28: De múltiples maneras, en su historia, y hasta el día de hoy, los hombres han expresado su búsqueda de Dios por medio de sus creencias y sus comportamientos religiosos (oraciones, sacrificios, cultos, meditaciones, etc.). A pesar de las ambigüedades que pueden entrañar, estas formas de expresión son tan universales que se puede llamar al hombre un ser religioso (Ver Hech 17, 26-28).
29: Pero esta «unión íntima y vital con Dios» (GS 19,2) puede ser olvidada, desconocida e incluso rechazada explícitamente por el hombre. Tales actitudes pueden tener orígenes muy diversos: la rebelión contra el mal en el mundo, la ignorancia o la indiferencia religiosas, los afanes del mundo y de las riquezas (Ver Mt 13,22), el mal ejemplo de los creyentes, las corrientes de pensamiento hostiles a la religión, y finalmente esa actitud del hombre pecador que, por miedo, se oculta de Dios (Ver Gen 3,8-10) y huye ante su llamada (Ver Jon 1,3).
30: «Se alegre el corazón de los que buscan a Dios» (Sal 105, 3). Si el hombre puede olvidar o rechazar a Dios, Dios no cesa de llamar a todo hombre a buscarle para que viva y encuentre la dicha.

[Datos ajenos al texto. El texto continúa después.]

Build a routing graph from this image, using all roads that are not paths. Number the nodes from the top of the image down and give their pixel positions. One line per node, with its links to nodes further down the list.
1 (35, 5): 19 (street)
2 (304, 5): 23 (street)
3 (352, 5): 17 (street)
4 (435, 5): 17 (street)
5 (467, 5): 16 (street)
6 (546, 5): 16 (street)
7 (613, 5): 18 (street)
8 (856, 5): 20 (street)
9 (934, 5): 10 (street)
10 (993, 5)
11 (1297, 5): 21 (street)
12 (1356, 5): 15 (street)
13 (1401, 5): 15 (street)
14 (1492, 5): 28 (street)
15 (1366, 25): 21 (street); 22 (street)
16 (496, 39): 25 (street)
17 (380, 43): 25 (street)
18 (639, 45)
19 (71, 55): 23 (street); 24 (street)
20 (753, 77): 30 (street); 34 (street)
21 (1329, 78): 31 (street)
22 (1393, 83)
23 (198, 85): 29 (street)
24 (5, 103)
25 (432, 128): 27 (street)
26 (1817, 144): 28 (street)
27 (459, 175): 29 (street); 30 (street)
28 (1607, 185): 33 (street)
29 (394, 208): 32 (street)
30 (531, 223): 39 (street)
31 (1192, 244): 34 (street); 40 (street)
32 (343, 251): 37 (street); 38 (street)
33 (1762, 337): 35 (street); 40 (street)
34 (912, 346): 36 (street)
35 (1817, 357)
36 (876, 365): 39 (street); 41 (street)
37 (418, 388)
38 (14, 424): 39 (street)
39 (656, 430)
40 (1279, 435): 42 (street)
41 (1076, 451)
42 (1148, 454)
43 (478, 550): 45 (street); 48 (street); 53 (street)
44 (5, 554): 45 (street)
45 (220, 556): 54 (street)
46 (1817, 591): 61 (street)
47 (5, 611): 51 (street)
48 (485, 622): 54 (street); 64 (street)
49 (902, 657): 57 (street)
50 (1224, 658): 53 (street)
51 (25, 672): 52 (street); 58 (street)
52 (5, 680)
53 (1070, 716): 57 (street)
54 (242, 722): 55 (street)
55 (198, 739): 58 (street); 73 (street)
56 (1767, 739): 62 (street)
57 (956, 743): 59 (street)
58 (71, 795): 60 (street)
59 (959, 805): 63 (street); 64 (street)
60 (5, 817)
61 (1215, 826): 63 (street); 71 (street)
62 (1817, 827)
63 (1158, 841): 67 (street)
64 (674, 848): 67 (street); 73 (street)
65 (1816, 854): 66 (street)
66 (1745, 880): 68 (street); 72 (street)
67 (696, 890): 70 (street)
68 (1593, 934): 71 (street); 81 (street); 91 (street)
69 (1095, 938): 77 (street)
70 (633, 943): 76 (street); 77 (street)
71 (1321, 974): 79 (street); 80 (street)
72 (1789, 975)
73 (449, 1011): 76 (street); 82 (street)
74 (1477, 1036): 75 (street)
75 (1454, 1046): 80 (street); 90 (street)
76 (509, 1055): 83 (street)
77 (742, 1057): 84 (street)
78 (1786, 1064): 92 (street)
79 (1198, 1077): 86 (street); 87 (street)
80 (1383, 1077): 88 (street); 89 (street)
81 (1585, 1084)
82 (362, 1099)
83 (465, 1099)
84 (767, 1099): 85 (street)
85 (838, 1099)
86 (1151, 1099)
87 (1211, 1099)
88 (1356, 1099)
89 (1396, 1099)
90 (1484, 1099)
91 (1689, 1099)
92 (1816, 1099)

Pero esta búsqueda exige del hombre todo el esfuerzo de su inteligencia, la rectitud de su voluntad, «un corazón recto», y también el Testimonio de otros que le enseñen a buscar a Dios.
«…nos has hecho para ti y nuestro corazón está inquieto mientras no descansa en ti» (San Agustín).
La oración, encuentro de dos sedientos
2560: «Si conocieras el don de Dios» (Jn 4, 10). La maravilla de la oración se revela precisamente allí, junto al pozo donde vamos a buscar nuestra agua: allí Cristo va al encuentro de todo ser humano, es el primero en buscarnos y el que nos pide de beber. Jesús tiene sed, su petición llega desde las profundidades de Dios que nos desea. La oración, sepámoslo o no, es el encuentro de la sed de Dios y de la sed del hombre. Dios tiene sed de que el hombre tenga sed de El (San Agustín).